That makes it less bad than my figures above, but still, be careful.

>>> It will host many, many small files, and some biger files. But the files
>>> that change the most often will mos likely be smaller than the blocsize.
>>
>> That sounds like a scenario from hell for RAID5 (or RAID6).
> 
> What do you suggest to acheive size in the range of 6-7 TB, maybe more ?

RAID10 if you need more performance than that of a single disk, unless 
your I/O operations are always very big (bigger than the RAID stripe width).

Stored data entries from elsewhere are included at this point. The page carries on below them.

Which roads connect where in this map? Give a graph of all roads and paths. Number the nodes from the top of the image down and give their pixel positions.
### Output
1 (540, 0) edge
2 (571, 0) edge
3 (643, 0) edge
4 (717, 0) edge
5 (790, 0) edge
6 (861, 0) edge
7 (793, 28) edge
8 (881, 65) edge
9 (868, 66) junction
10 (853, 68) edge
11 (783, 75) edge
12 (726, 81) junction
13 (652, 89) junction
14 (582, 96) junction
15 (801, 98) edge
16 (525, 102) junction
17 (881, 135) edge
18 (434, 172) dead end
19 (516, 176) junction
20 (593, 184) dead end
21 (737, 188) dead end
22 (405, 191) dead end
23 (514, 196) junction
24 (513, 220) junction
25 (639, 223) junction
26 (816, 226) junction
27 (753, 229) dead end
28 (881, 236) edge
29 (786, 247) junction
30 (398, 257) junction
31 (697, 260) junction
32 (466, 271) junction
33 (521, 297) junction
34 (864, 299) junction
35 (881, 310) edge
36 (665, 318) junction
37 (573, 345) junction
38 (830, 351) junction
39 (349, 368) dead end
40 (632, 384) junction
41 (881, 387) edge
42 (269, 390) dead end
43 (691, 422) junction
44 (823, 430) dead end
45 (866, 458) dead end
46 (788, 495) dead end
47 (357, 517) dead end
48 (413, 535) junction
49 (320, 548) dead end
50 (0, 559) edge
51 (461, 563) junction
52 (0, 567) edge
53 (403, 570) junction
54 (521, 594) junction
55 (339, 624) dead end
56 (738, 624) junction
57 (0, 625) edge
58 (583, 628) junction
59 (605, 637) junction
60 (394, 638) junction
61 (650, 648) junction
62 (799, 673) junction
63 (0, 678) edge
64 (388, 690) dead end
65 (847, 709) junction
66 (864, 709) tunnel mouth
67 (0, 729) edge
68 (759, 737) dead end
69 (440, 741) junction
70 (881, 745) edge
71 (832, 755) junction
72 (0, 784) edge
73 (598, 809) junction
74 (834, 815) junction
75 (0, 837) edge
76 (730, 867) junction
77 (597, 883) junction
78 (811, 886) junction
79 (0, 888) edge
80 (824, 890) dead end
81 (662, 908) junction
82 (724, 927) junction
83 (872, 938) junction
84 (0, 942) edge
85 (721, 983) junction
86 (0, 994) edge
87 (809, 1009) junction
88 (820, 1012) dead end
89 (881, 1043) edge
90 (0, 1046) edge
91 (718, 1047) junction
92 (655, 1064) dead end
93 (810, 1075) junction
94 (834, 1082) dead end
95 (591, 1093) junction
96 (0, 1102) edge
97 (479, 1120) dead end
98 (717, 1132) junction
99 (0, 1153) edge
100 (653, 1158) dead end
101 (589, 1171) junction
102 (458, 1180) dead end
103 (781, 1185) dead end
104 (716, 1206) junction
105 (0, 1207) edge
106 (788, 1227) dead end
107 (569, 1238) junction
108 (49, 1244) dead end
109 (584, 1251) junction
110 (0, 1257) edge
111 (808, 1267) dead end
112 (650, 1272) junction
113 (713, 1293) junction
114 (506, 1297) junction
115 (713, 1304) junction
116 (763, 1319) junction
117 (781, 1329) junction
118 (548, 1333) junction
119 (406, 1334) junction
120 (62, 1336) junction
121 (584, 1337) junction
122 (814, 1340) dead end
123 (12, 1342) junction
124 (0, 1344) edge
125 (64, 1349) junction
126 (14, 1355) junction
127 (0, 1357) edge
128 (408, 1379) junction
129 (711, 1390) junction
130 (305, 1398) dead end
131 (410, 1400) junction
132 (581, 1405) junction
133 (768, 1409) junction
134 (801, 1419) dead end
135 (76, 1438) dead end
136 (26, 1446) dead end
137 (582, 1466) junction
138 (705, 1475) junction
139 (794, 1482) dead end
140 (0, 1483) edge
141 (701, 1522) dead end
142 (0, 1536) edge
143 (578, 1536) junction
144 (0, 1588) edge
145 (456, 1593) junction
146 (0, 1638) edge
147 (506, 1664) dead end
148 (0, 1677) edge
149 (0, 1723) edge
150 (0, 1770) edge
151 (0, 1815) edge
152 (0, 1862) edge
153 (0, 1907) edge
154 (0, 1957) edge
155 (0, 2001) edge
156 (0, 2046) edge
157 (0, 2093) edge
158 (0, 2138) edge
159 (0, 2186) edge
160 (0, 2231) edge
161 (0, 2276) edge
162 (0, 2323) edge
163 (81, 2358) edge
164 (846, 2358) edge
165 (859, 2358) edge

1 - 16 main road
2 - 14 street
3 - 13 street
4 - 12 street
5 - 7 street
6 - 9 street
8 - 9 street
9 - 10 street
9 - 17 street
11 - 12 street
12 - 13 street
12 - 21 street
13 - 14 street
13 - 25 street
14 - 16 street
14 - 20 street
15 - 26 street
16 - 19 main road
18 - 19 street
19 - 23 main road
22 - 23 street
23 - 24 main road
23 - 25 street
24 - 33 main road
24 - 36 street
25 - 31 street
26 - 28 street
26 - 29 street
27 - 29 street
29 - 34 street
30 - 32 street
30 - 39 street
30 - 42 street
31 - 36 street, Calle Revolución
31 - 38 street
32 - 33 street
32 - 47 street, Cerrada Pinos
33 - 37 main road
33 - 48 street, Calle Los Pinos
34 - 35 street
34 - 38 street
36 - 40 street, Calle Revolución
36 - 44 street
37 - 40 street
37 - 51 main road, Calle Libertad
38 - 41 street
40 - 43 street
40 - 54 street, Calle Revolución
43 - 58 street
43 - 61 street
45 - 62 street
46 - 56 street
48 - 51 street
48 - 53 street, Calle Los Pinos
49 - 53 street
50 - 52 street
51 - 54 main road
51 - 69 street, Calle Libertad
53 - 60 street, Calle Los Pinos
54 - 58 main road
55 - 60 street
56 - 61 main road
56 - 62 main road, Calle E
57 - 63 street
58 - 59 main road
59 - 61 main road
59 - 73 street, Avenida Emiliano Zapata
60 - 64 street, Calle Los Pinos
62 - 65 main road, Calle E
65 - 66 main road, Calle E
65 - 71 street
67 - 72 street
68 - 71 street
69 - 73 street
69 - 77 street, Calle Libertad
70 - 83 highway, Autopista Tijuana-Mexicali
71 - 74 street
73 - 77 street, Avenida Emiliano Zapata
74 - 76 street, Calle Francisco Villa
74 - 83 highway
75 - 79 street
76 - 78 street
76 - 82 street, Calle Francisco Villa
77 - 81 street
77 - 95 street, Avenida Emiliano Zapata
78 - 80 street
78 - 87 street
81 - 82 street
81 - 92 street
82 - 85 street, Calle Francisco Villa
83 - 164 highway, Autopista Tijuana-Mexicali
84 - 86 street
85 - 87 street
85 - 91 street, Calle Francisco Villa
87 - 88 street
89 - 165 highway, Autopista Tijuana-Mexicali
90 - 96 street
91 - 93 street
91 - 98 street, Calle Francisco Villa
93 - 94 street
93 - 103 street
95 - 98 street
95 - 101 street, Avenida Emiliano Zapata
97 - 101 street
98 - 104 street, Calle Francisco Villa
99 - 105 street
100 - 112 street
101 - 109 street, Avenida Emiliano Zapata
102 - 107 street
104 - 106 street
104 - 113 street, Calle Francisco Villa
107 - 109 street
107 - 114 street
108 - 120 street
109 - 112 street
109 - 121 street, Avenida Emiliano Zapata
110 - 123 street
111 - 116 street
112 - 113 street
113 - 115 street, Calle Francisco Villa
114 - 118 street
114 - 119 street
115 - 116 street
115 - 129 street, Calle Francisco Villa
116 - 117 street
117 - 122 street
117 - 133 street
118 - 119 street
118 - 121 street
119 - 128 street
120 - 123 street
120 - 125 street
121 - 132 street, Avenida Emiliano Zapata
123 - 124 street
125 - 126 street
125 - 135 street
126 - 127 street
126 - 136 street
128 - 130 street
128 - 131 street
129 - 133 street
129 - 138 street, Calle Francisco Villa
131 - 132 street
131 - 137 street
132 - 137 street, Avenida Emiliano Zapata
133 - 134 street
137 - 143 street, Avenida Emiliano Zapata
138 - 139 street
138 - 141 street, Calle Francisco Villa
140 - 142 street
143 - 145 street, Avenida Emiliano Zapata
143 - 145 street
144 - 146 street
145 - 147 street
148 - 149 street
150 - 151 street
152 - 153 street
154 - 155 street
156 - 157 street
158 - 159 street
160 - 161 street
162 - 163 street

stripe_width = chunk_size * number_of_disks

Smaller disks are good for reducing rebuild times, and more smaller 
disks will give you better performance. It all depends on the nature of 
the I/O and the performance you require.

>>> The gfs will not be used for io-intensive tasks, that's where the
>>> standalone volumes comes into play. It'll be used to access many files,
>>> often. Specificly, apache will run from it, with document root, session
>>> store, etc on the gfs.
>>
>> Performance-wise, GFS should should be OK for that if you are running 
>> with
>> noatime and the operations are all reads. If you end up with write
>> contention without partitioning the access to directory subtrees on a per
>> server basis, the performance will fall off a cliff pretty quickly.
> 
> Can you explain a little bit more ? I'm not sure I fully understand the
> partitioning into directories ?

Make sure that only one node only accesses a particular directory 
subtree (until it gets failed over, that is). If you have multiple nodes 
simultaneously writing to the same directory with any regularity you 
will experience performance issues.

Gordan